By Alasdair Lumsden on 19 Sep 2013
Google Authenticator is a Two Factor Authentication application for mobile devices, which can be used to enhance login security, such as SSH logins to servers. I recently blogged about doing this with Yubico Yubikeys, but what’s really neat about Google Authenticator is the fact that you don’t need to carry around anything more than just your mobile phone, something most of us have with us at all times.
Our main interest in Google Authenticator is to secure SSH, and the quickest method of achieving this is via PAM. PAM is a standard part of most UNIX platforms including SmartOS, so all we had to do to facilitate this was to add Google Authenticator to our package repository.

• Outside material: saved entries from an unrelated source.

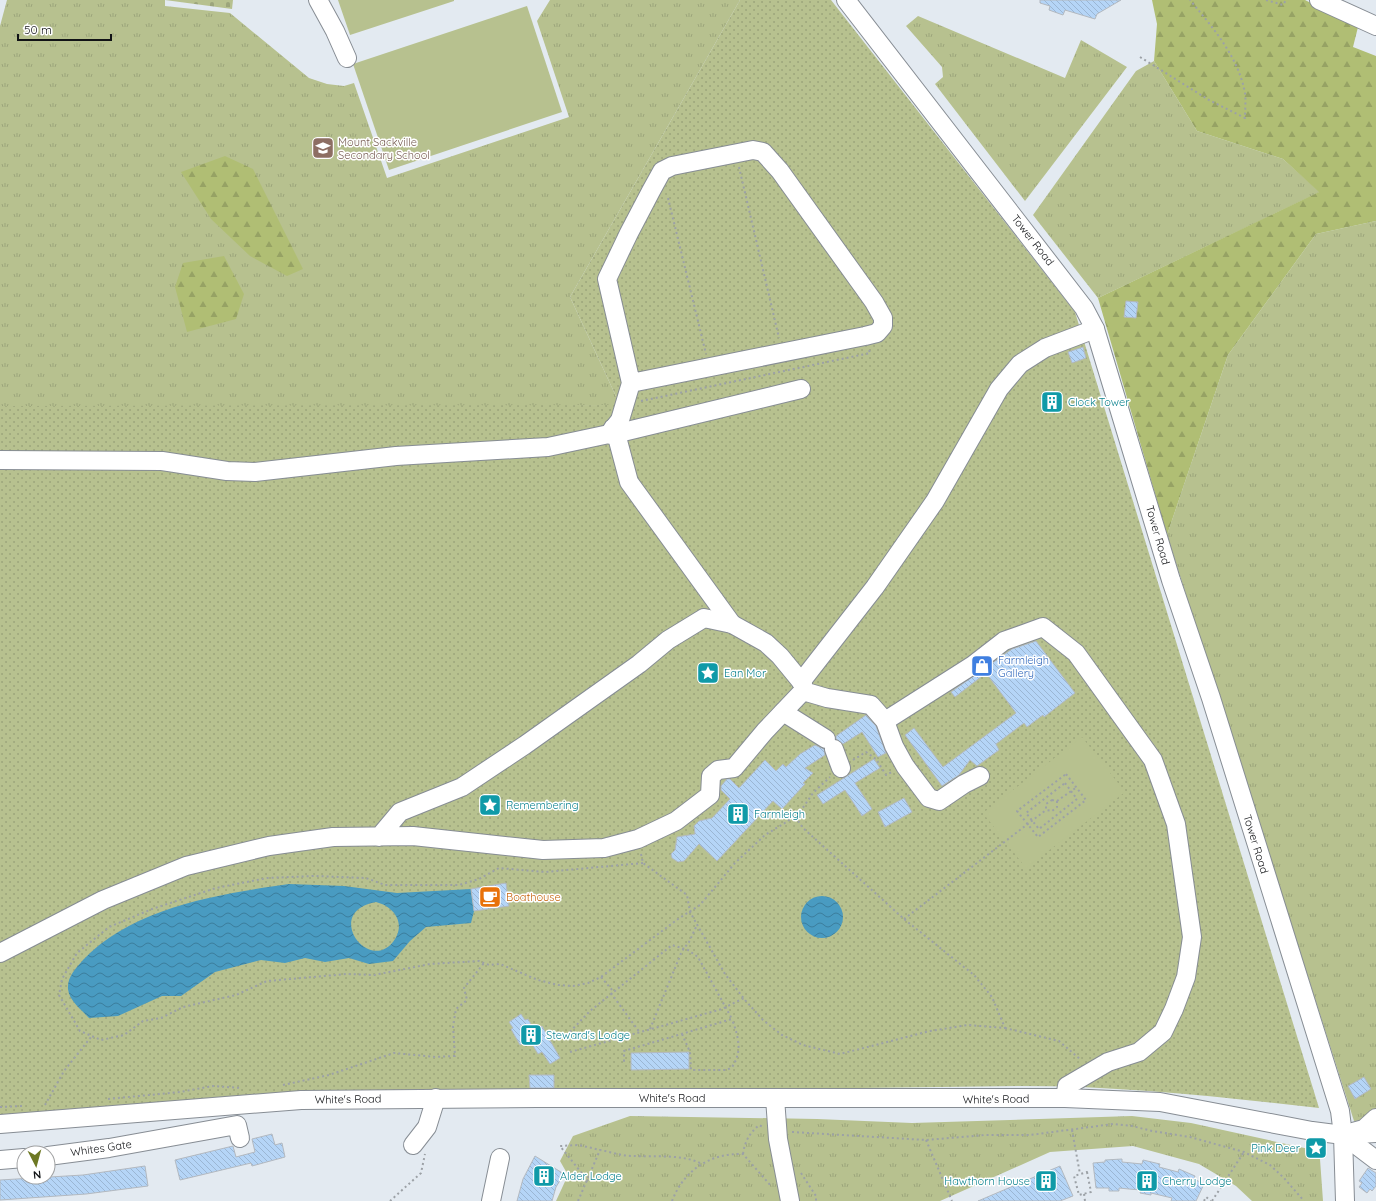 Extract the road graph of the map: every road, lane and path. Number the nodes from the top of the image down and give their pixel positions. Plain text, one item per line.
1 (318, 0) edge
2 (846, 0) edge
3 (1190, 0) edge
4 (1266, 0) edge
5 (1286, 0) edge
6 (1319, 0) edge
7 (1376, 26) edge
8 (1140, 57) dead end
9 (347, 58) dead end
10 (736, 154) junction
11 (668, 198) dead end
12 (1095, 329) junction
13 (865, 336) junction
14 (782, 352) junction
15 (709, 368) junction
16 (786, 371) junction
17 (631, 383) junction
18 (713, 386) junction
19 (801, 389) dead end
20 (638, 402) dead end
21 (611, 431) junction
22 (0, 460) edge
23 (732, 624) junction
24 (802, 687) junction
25 (783, 712) junction
26 (885, 721) junction
27 (905, 766) junction
28 (841, 768) junction
29 (980, 776) dead end
30 (1076, 787) junction
31 (1071, 791) junction
32 (1045, 798) junction
33 (1049, 802) junction
34 (1057, 802) junction
35 (1054, 809) junction
36 (1046, 810) junction
37 (1058, 814) junction
38 (794, 815) junction
39 (1032, 820) junction
40 (1027, 825) junction
41 (379, 837) junction
42 (638, 839) junction
43 (643, 863) junction
44 (690, 912) junction
45 (904, 918) junction
46 (697, 925) junction
47 (684, 948) junction
48 (0, 953) edge
49 (484, 963) junction
50 (601, 977) junction
51 (613, 992) junction
52 (744, 998) junction
53 (727, 1007) junction
54 (732, 1019) junction
55 (1005, 1028) junction
56 (650, 1030) junction
57 (640, 1033) junction
58 (682, 1034) junction
59 (91, 1037) junction
60 (563, 1039) dead end
61 (570, 1052) dead end
62 (622, 1060) dead end
63 (1087, 1074) junction
64 (277, 1086) dead end
65 (247, 1089) dead end
66 (436, 1098) junction
67 (775, 1098) junction
68 (1065, 1098) junction
69 (102, 1100) dead end
70 (26, 1106) dead end
71 (38, 1106) dead end
72 (44, 1106) junction
73 (51, 1106) dead end
74 (0, 1107) edge
75 (148, 1111) junction
76 (1376, 1118) edge
77 (0, 1124) edge
78 (428, 1127) junction
79 (1072, 1130) junction
80 (777, 1132) junction
81 (1376, 1133) edge
82 (1342, 1135) junction
83 (240, 1138) dead end
84 (154, 1140) junction
85 (926, 1140) junction
86 (413, 1145) dead end
87 (600, 1150) junction
88 (1244, 1152) junction
89 (743, 1154) junction
90 (56, 1155) edge
91 (500, 1158) dead end
92 (16, 1159) edge
93 (0, 1160) edge
94 (1376, 1160) edge
95 (700, 1163) junction
96 (799, 1168) dead end
97 (1080, 1174) junction
98 (588, 1180) junction
99 (774, 1190) dead end
100 (1084, 1194) junction
101 (390, 1201) edge
102 (491, 1201) edge
103 (578, 1201) edge
104 (672, 1201) edge
105 (790, 1201) edge
106 (816, 1201) edge
107 (952, 1201) edge
108 (1085, 1201) edge
109 (1204, 1201) edge
110 (1212, 1201) edge
111 (1304, 1201) edge
112 (1345, 1201) edge

1 - 9 street
2 - 12 street, Tower Road
3 - 8 path
4 - 5 path
6 - 7 street
10 - 13 street
10 - 14 path
10 - 17 street
11 - 15 path
12 - 24 street
12 - 82 street, Tower Road
13 - 14 street
13 - 16 path
14 - 15 street
14 - 16 path
15 - 17 street
15 - 18 path
16 - 18 path
17 - 21 street
18 - 20 path
19 - 21 street
21 - 22 street
21 - 23 street
23 - 24 street
23 - 41 street
24 - 25 street
24 - 26 street
25 - 28 street
25 - 42 street
26 - 27 street
26 - 63 street
27 - 28 path
27 - 29 street
28 - 38 path
30 - 31 path
30 - 40 path
30 - 40 path
31 - 32 path
31 - 34 path
31 - 37 path
32 - 33 path
32 - 39 path
33 - 34 path
33 - 36 path
34 - 35 path
35 - 36 path
35 - 37 path
36 - 39 path
37 - 39 path
38 - 44 path
38 - 45 path
39 - 40 path
40 - 45 path
41 - 42 street
41 - 48 street
42 - 43 path
43 - 44 path
43 - 59 path
44 - 46 path
44 - 50 path
45 - 55 path
46 - 47 path
46 - 52 path
47 - 51 path
47 - 53 path
47 - 56 path
49 - 50 path
49 - 59 path
49 - 64 path
50 - 51 path
51 - 57 path
51 - 60 path
52 - 53 path
52 - 55 path
53 - 54 path
53 - 56 path
54 - 58 path
54 - 58 path
55 - 63 path
56 - 57 path
57 - 61 path
58 - 62 path
59 - 72 path
63 - 68 street
65 - 69 path
66 - 67 street, White's Road
66 - 75 street, White's Road
66 - 78 street
67 - 68 street, White's Road
67 - 80 street
68 - 82 street, White's Road
70 - 74 path
71 - 72 path
72 - 73 path
75 - 77 street, White's Road
75 - 84 street
76 - 82 street
78 - 86 street
78 - 101 path
79 - 85 path
79 - 88 path
79 - 97 path
80 - 85 path
80 - 89 path
80 - 105 street
81 - 82 street
82 - 94 street
82 - 112 street, Tower Road
83 - 84 street, Whites Gate
84 - 90 street, Whites Gate
85 - 107 path
87 - 95 path
87 - 98 path
87 - 98 path
88 - 110 path
88 - 111 path
89 - 95 path
89 - 99 path
91 - 102 street
92 - 93 street
95 - 104 path
96 - 106 path
97 - 100 path
97 - 100 path
98 - 103 path
100 - 108 path
109 - 110 path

Installing & Configuring the PAM Module
The first step is to install the PAM module, which you can simply do as follows:
# sudo pkg install -v library/security/google/google-authenticator-pam Packages to install: 1 Create boot environment: No Rebuild boot archive: No Changed fmris: None -> pkg://email@example.com,5.11-0.162:20130918T115736Z Services: None DOWNLOAD PKGS FILES XFER (MB) Completed 1/1 5/5 0.1/0.1 PHASE ACTIONS Install Phase 16/16 PHASE ITEMS Package State Update Phase 1/1 Image State Update Phase 2/2 PHASE ITEMS Reading Existing Index 8/8 Indexing Packages 1/1 Deleting content cache
The PAM module is installed to /ec/lib/security/pam_google_authenticator.so. The first step is to tell PAM to use it, so simply add the following lines to the bottom of /etc/pam.conf:
sshd auth required /ec/lib/security/pam_google_authenticator.so
Next, we must configure Google Authenticator for each user that needs to log into the system. This involves generating a unique key that you can use with the Google Authenticator application. To do this, simply run the following as the user you SSH in as (I’ll skip a description of the options, as they are fairly self-explanatory):
# google-authenticator Do you want authentication tokens to be time-based (y/n) y https://www.google.com/chart?chs=200x200&chld=M|0&cht=qr&chl=otpauth://totp/alasdair@XXXX%3Fsecret%3D2OFCOABA5XLARMW5 Your new secret key is: 2OFXXXXXXXXXXW5 Your verification code is 9XXXX5 Your emergency scratch codes are: 34XXXX14 59XXXX81 42XXXX31 74XXXX42 52XXXX04 Do you want me to update your "/home/alasdair/.google_authenticator" file (y/n) y Do you want to disallow multiple uses of the same authentication token? This restricts you to one login about every 30s, but it increases your chances to notice or even prevent man-in-the-middle attacks (y/n) y By default, tokens are good for 30 seconds and in order to compensate for possible time-skew between the client and the server, we allow an extra token before and after the current time. If you experience problems with poor time synchronization, you can increase the window from its default size of 1:30min to about 4min. Do you want to do so (y/n) n If the computer that you are logging into isn't hardened against brute-force login attempts, you can enable rate-limiting for the authentication module. By default, this limits attackers to no more than 3 login attempts every 30s. Do you want to enable rate-limiting (y/n) y
You’ll need to get each user that needs to login to do this. The next step is to use the secret key with the Google Authenticator app. Simply go to “Add an account”, then “Enter key provided”, and enter the Secret Key from above.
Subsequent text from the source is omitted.